Exercise:
The required result is every line of the records that includes "Trace".

Collected data entries
-- Opening Marker --
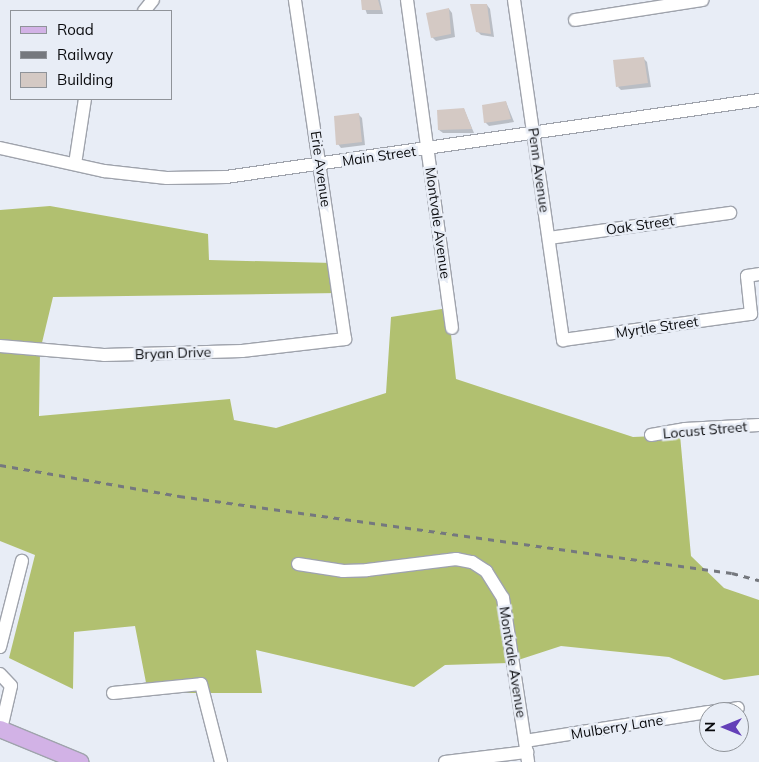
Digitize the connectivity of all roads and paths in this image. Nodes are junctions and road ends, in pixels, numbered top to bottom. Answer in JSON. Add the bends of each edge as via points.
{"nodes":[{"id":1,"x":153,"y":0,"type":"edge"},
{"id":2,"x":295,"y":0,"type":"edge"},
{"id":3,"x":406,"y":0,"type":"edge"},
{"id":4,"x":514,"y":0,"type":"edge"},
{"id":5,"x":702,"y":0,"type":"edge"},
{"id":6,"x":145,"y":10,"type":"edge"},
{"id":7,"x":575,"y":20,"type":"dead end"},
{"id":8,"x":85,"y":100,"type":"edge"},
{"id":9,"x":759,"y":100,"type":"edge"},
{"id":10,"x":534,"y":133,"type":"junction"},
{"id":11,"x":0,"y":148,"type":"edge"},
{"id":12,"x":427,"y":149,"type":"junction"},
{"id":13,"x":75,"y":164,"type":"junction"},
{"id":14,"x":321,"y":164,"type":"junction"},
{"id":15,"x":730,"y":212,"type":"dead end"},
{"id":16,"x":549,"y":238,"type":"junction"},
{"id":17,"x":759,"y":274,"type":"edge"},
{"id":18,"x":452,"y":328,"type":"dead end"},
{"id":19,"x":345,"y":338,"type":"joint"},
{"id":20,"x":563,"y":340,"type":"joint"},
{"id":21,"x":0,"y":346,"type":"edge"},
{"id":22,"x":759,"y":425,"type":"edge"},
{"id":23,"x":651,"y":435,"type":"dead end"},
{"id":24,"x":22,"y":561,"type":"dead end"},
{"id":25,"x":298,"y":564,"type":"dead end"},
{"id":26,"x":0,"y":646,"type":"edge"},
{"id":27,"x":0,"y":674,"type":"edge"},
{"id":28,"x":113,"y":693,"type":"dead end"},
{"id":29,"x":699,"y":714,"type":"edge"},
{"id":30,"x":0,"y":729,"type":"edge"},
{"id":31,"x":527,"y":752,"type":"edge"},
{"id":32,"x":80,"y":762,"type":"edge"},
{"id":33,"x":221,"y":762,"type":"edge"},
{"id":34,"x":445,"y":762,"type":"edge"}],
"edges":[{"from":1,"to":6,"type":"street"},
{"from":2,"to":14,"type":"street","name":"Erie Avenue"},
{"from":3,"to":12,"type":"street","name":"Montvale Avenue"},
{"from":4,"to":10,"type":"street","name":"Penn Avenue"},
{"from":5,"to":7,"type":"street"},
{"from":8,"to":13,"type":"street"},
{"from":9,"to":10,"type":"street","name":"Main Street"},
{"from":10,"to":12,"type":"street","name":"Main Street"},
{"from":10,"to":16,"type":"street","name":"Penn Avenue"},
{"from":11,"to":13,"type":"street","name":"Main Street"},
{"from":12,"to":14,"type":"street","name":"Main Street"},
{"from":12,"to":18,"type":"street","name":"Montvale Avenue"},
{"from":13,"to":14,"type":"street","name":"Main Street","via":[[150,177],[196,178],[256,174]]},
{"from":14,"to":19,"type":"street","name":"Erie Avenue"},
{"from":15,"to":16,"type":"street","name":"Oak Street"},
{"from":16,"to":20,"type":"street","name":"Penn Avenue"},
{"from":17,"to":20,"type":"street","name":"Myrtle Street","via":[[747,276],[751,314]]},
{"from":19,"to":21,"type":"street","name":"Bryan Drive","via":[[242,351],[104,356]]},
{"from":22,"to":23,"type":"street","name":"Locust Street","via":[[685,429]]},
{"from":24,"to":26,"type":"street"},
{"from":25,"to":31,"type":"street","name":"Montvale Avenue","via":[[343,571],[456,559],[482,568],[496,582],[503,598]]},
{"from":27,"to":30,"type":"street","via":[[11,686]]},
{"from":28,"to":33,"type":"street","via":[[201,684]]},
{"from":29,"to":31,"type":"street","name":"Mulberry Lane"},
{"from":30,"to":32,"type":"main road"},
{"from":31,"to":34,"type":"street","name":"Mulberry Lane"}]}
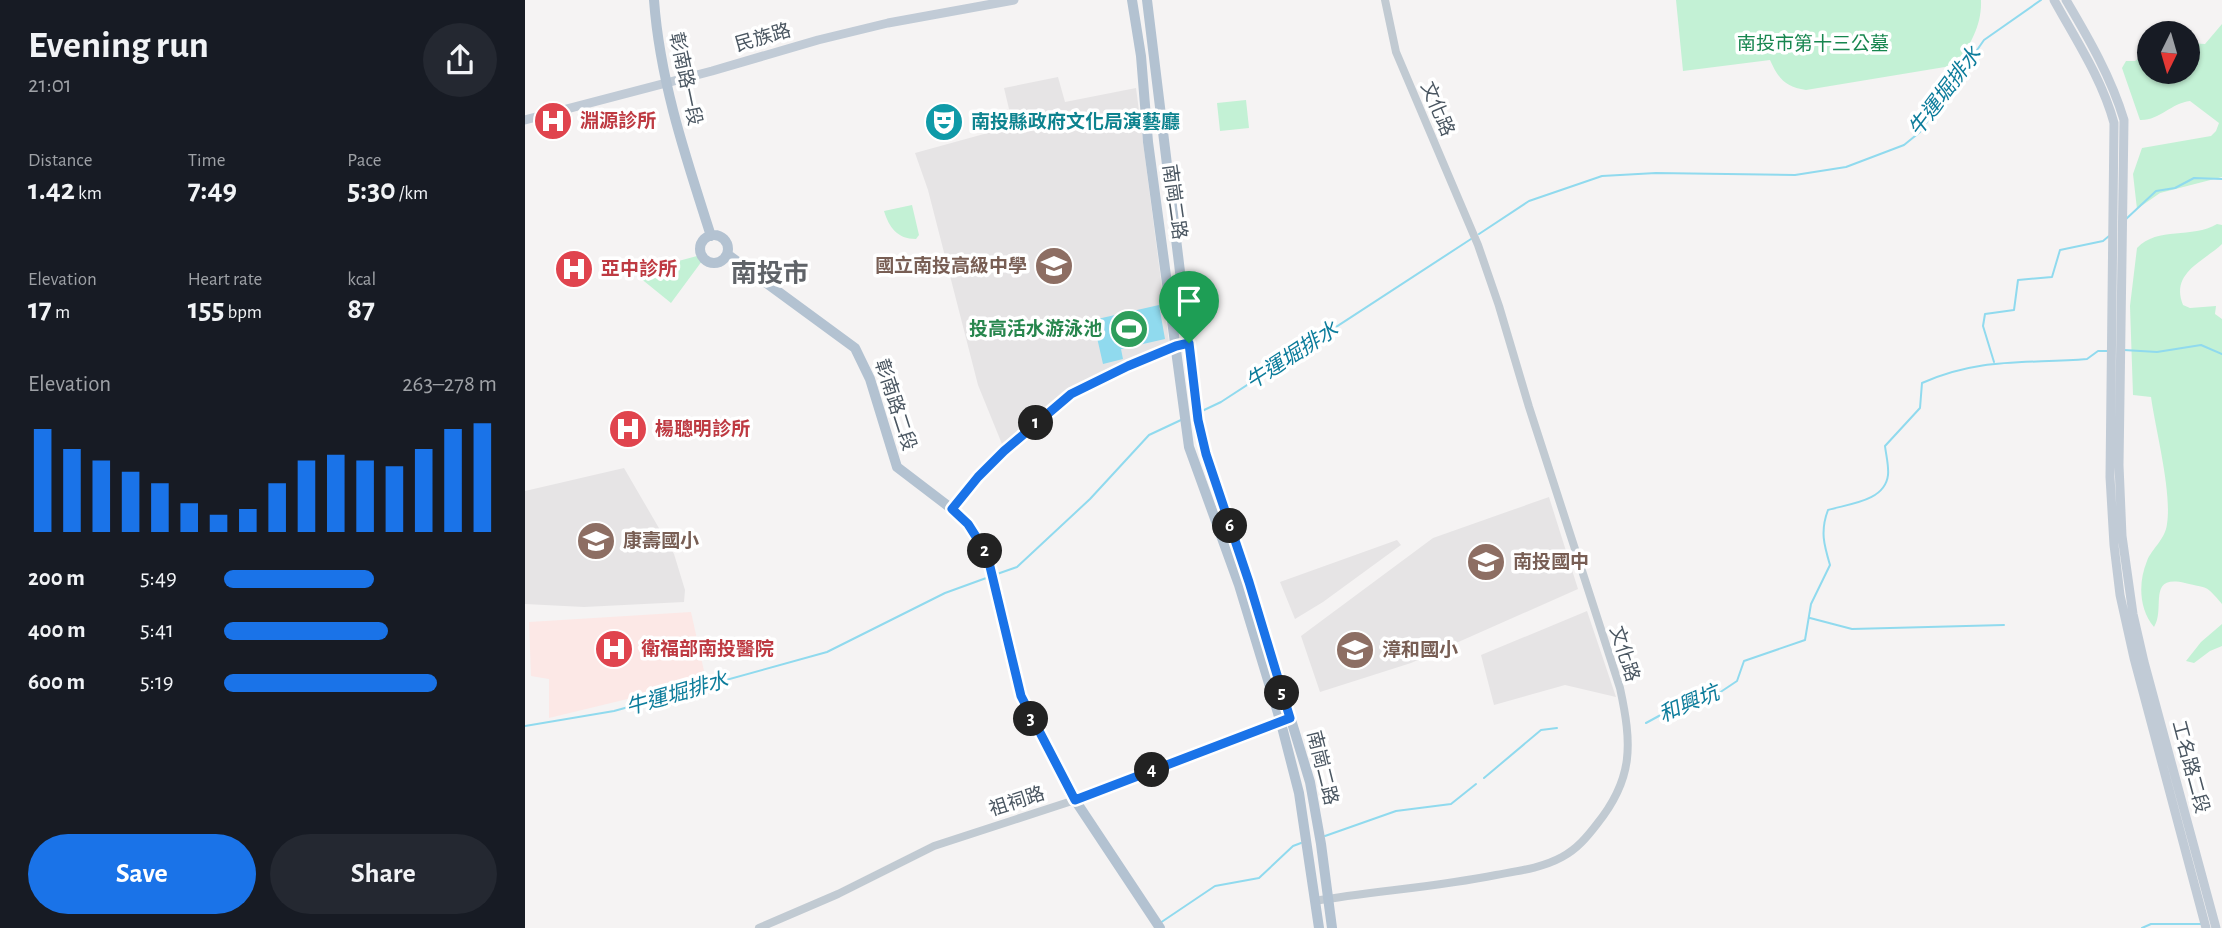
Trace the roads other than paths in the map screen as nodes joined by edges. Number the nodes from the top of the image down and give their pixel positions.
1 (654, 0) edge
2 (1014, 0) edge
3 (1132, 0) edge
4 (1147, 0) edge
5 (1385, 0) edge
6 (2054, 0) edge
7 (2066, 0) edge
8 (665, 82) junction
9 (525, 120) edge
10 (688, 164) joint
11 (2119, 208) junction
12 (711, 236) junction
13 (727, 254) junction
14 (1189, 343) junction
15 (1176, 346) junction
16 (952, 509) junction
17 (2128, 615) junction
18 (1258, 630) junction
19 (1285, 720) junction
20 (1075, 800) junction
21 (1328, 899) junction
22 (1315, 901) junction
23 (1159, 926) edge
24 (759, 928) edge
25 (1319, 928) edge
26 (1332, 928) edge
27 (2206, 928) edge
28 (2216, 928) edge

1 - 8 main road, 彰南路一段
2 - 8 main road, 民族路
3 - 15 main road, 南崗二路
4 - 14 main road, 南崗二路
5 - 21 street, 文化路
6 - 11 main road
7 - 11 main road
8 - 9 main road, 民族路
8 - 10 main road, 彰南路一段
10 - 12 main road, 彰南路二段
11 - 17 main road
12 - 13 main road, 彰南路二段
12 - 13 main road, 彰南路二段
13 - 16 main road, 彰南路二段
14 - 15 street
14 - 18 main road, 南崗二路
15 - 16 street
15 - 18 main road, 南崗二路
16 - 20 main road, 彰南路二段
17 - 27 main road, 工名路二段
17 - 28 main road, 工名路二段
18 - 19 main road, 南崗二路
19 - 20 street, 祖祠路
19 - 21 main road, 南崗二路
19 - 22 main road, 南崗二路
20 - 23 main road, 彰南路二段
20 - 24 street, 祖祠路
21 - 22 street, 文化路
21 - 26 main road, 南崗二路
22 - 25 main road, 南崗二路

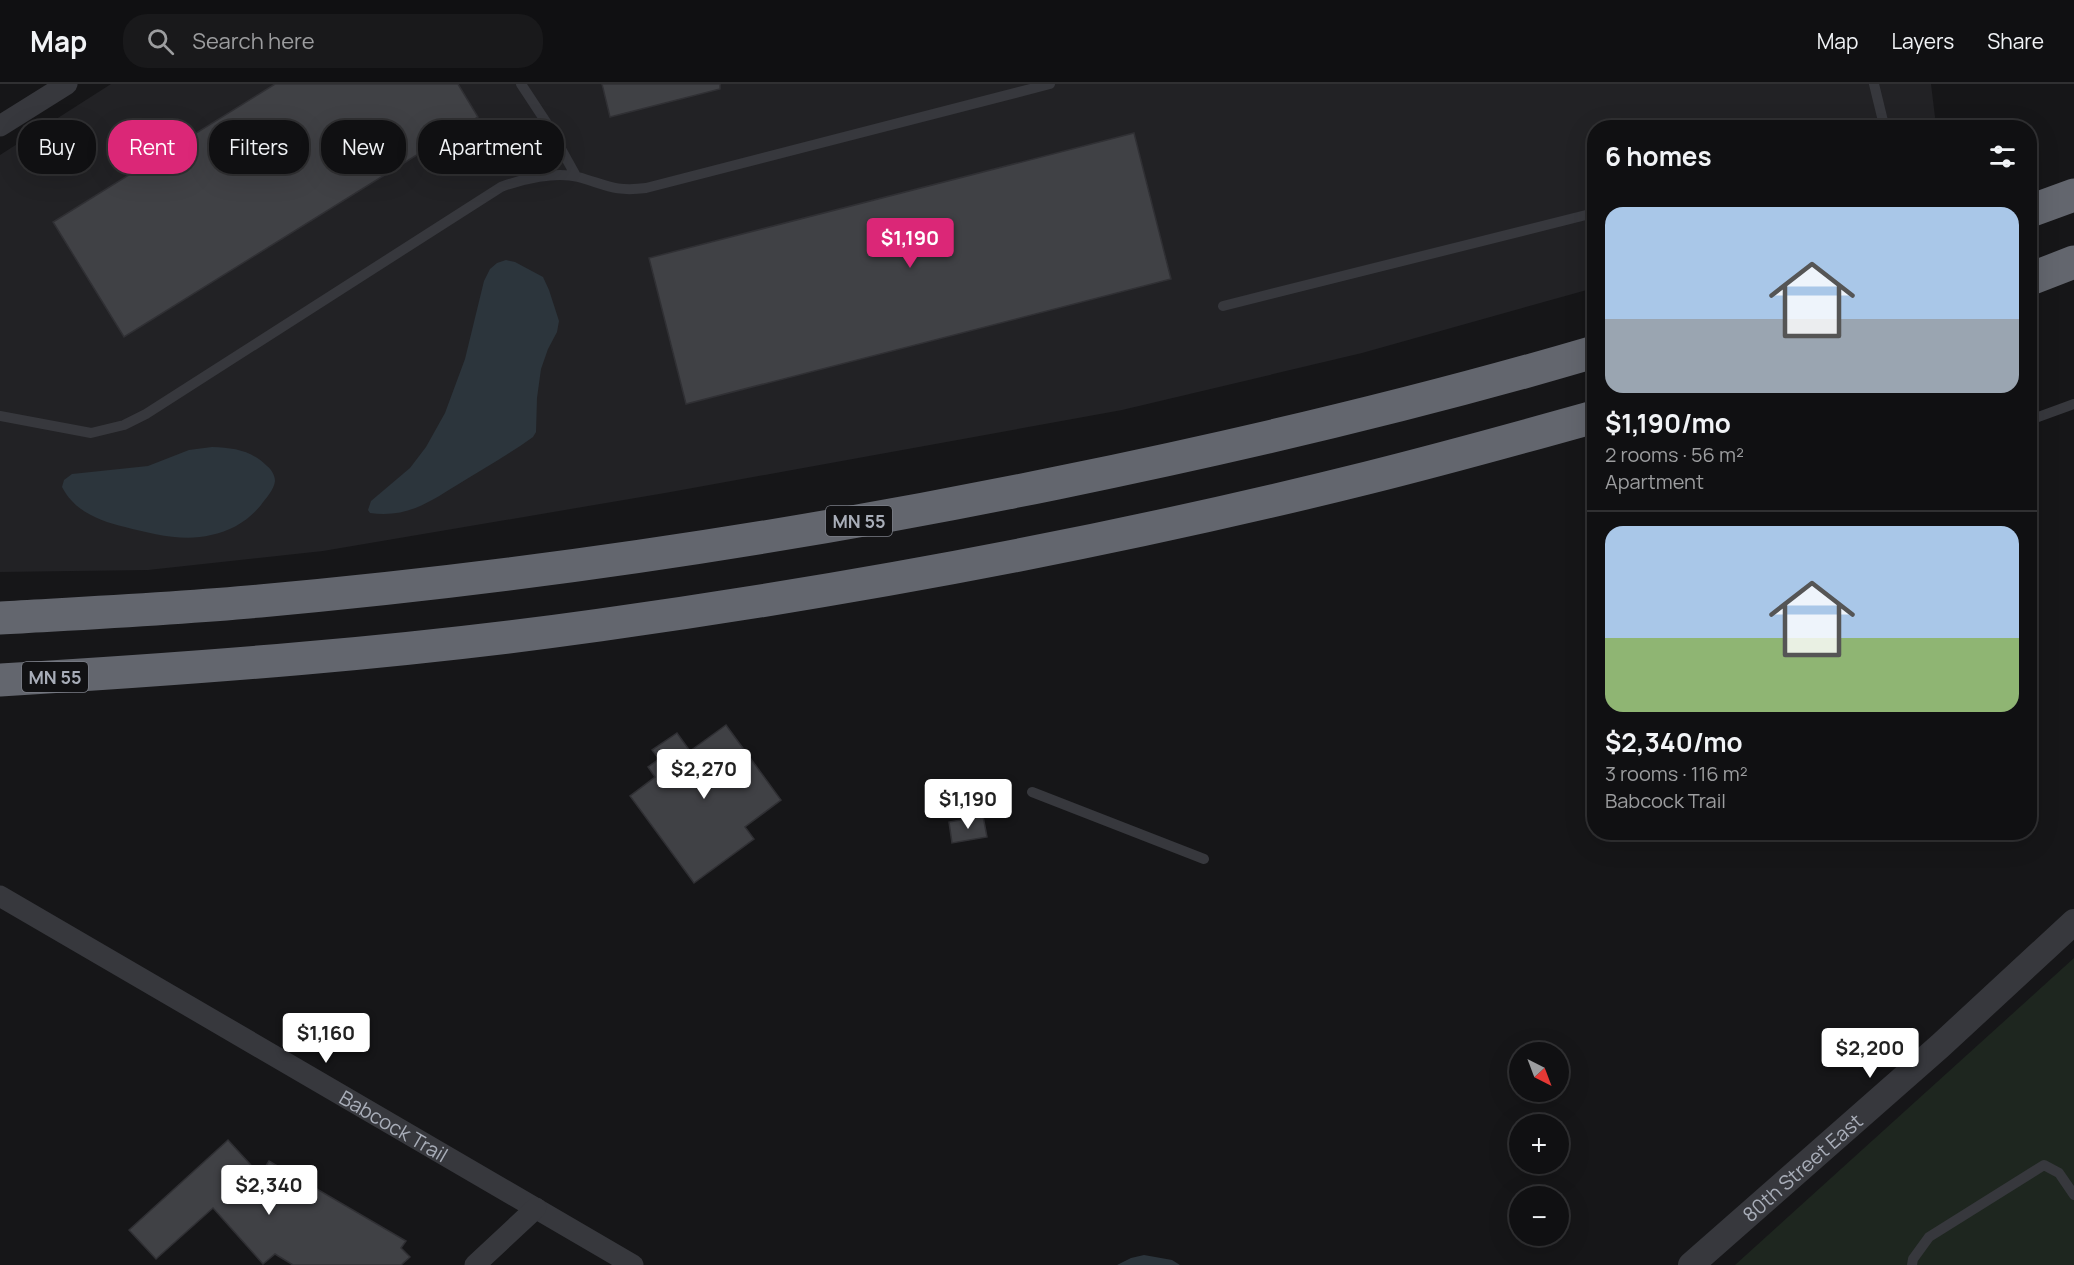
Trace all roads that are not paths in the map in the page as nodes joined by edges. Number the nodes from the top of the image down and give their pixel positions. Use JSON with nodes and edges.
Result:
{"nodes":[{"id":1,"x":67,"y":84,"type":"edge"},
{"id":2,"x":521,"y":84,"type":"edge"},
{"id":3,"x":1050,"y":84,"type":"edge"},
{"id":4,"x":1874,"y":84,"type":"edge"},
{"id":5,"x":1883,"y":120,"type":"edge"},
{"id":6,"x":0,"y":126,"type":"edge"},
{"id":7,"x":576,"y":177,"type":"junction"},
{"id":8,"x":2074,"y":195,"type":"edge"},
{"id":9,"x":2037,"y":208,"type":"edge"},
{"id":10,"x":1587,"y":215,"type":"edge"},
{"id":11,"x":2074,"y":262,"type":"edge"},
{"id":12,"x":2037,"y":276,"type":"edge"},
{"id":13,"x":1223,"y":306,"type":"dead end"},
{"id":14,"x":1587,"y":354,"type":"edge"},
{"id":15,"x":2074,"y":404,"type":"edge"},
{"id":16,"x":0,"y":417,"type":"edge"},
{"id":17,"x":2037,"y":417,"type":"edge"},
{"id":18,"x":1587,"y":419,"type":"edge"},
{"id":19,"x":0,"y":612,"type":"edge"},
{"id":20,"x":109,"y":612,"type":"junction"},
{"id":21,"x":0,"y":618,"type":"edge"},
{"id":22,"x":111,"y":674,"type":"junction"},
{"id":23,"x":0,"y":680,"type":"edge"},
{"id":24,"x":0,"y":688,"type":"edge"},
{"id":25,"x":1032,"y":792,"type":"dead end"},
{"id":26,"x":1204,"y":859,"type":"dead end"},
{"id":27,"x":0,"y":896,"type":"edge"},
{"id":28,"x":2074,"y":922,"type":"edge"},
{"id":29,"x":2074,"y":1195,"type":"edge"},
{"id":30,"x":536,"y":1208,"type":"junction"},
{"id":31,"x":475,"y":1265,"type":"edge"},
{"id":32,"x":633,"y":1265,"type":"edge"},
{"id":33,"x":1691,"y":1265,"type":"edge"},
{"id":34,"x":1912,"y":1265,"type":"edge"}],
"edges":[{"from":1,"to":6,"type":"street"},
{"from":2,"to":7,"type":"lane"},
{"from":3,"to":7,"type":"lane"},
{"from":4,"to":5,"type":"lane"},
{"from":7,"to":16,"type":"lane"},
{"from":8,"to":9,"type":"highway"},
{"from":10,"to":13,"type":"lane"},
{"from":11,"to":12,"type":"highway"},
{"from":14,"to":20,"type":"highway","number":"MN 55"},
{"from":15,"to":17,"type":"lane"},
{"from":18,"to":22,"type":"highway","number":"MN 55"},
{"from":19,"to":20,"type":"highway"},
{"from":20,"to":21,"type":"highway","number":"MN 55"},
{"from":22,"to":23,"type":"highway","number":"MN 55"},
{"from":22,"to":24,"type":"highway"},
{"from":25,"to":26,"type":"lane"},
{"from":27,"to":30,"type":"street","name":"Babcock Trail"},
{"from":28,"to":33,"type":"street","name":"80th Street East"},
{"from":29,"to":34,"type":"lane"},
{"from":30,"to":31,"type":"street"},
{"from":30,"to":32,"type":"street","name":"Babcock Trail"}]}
-- Closing Marker --
Finished exercise:
Trace the roads other than paths in the map screen as nodes joined by edges. Number the nodes from the top of the image down and give their pixel positions.
Trace all roads that are not paths in the map in the page as nodes joined by edges. Number the nodes from the top of the image down and give their pixel positions. Use JSON with nodes and edges.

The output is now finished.